### Work to be completed
Pictures aside, repeat every entry exactly.

### Data under study
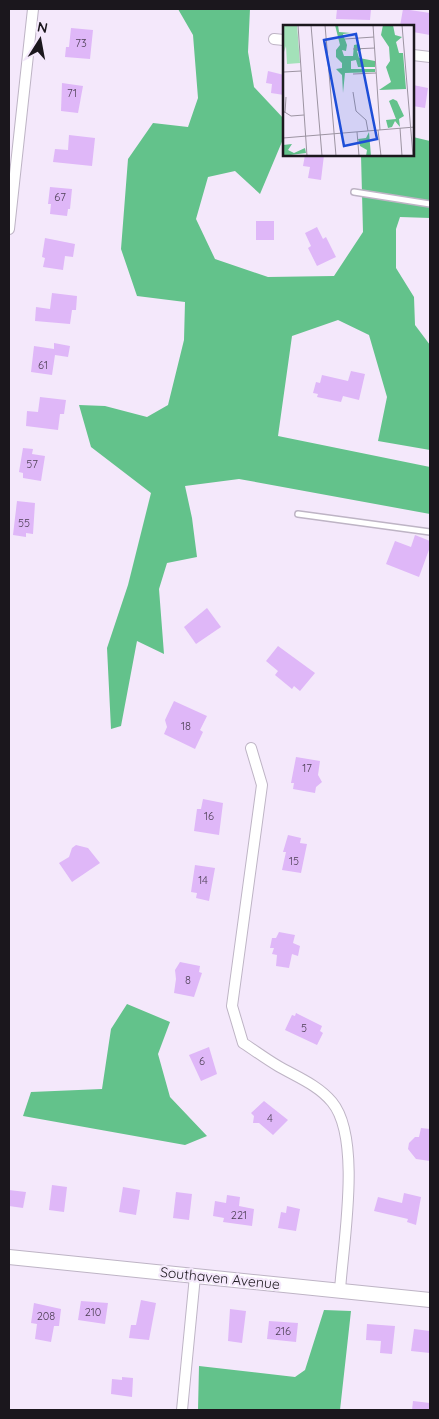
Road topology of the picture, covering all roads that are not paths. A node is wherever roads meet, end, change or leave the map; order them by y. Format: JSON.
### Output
{"nodes":[{"id":1,"x":32,"y":9,"type":"edge"},
{"id":2,"x":414,"y":55,"type":"edge"},
{"id":3,"x":430,"y":57,"type":"edge"},
{"id":4,"x":354,"y":192,"type":"dead end"},
{"id":5,"x":430,"y":204,"type":"edge"},
{"id":6,"x":9,"y":228,"type":"edge"},
{"id":7,"x":298,"y":514,"type":"dead end"},
{"id":8,"x":430,"y":532,"type":"edge"},
{"id":9,"x":251,"y":748,"type":"dead end"},
{"id":10,"x":9,"y":1257,"type":"edge"},
{"id":11,"x":195,"y":1276,"type":"junction"},
{"id":12,"x":340,"y":1290,"type":"junction"},
{"id":13,"x":430,"y":1300,"type":"edge"},
{"id":14,"x":182,"y":1410,"type":"edge"}],
"edges":[{"from":1,"to":6,"type":"street"},
{"from":2,"to":3,"type":"street"},
{"from":4,"to":5,"type":"lane"},
{"from":7,"to":8,"type":"lane"},
{"from":9,"to":12,"type":"street"},
{"from":10,"to":11,"type":"street","name":"Southaven Avenue"},
{"from":11,"to":12,"type":"street","name":"Southaven Avenue"},
{"from":11,"to":14,"type":"street"},
{"from":12,"to":13,"type":"street","name":"Southaven Avenue"}]}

### The answer
Road topology of the picture, covering all roads that are not paths. A node is wherever roads meet, end, change or leave the map; order them by y. Format: JSON.
### Output
{"nodes":[{"id":1,"x":32,"y":9,"type":"edge"},
{"id":2,"x":414,"y":55,"type":"edge"},
{"id":3,"x":430,"y":57,"type":"edge"},
{"id":4,"x":354,"y":192,"type":"dead end"},
{"id":5,"x":430,"y":204,"type":"edge"},
{"id":6,"x":9,"y":228,"type":"edge"},
{"id":7,"x":298,"y":514,"type":"dead end"},
{"id":8,"x":430,"y":532,"type":"edge"},
{"id":9,"x":251,"y":748,"type":"dead end"},
{"id":10,"x":9,"y":1257,"type":"edge"},
{"id":11,"x":195,"y":1276,"type":"junction"},
{"id":12,"x":340,"y":1290,"type":"junction"},
{"id":13,"x":430,"y":1300,"type":"edge"},
{"id":14,"x":182,"y":1410,"type":"edge"}],
"edges":[{"from":1,"to":6,"type":"street"},
{"from":2,"to":3,"type":"street"},
{"from":4,"to":5,"type":"lane"},
{"from":7,"to":8,"type":"lane"},
{"from":9,"to":12,"type":"street"},
{"from":10,"to":11,"type":"street","name":"Southaven Avenue"},
{"from":11,"to":12,"type":"street","name":"Southaven Avenue"},
{"from":11,"to":14,"type":"street"},
{"from":12,"to":13,"type":"street","name":"Southaven Avenue"}]}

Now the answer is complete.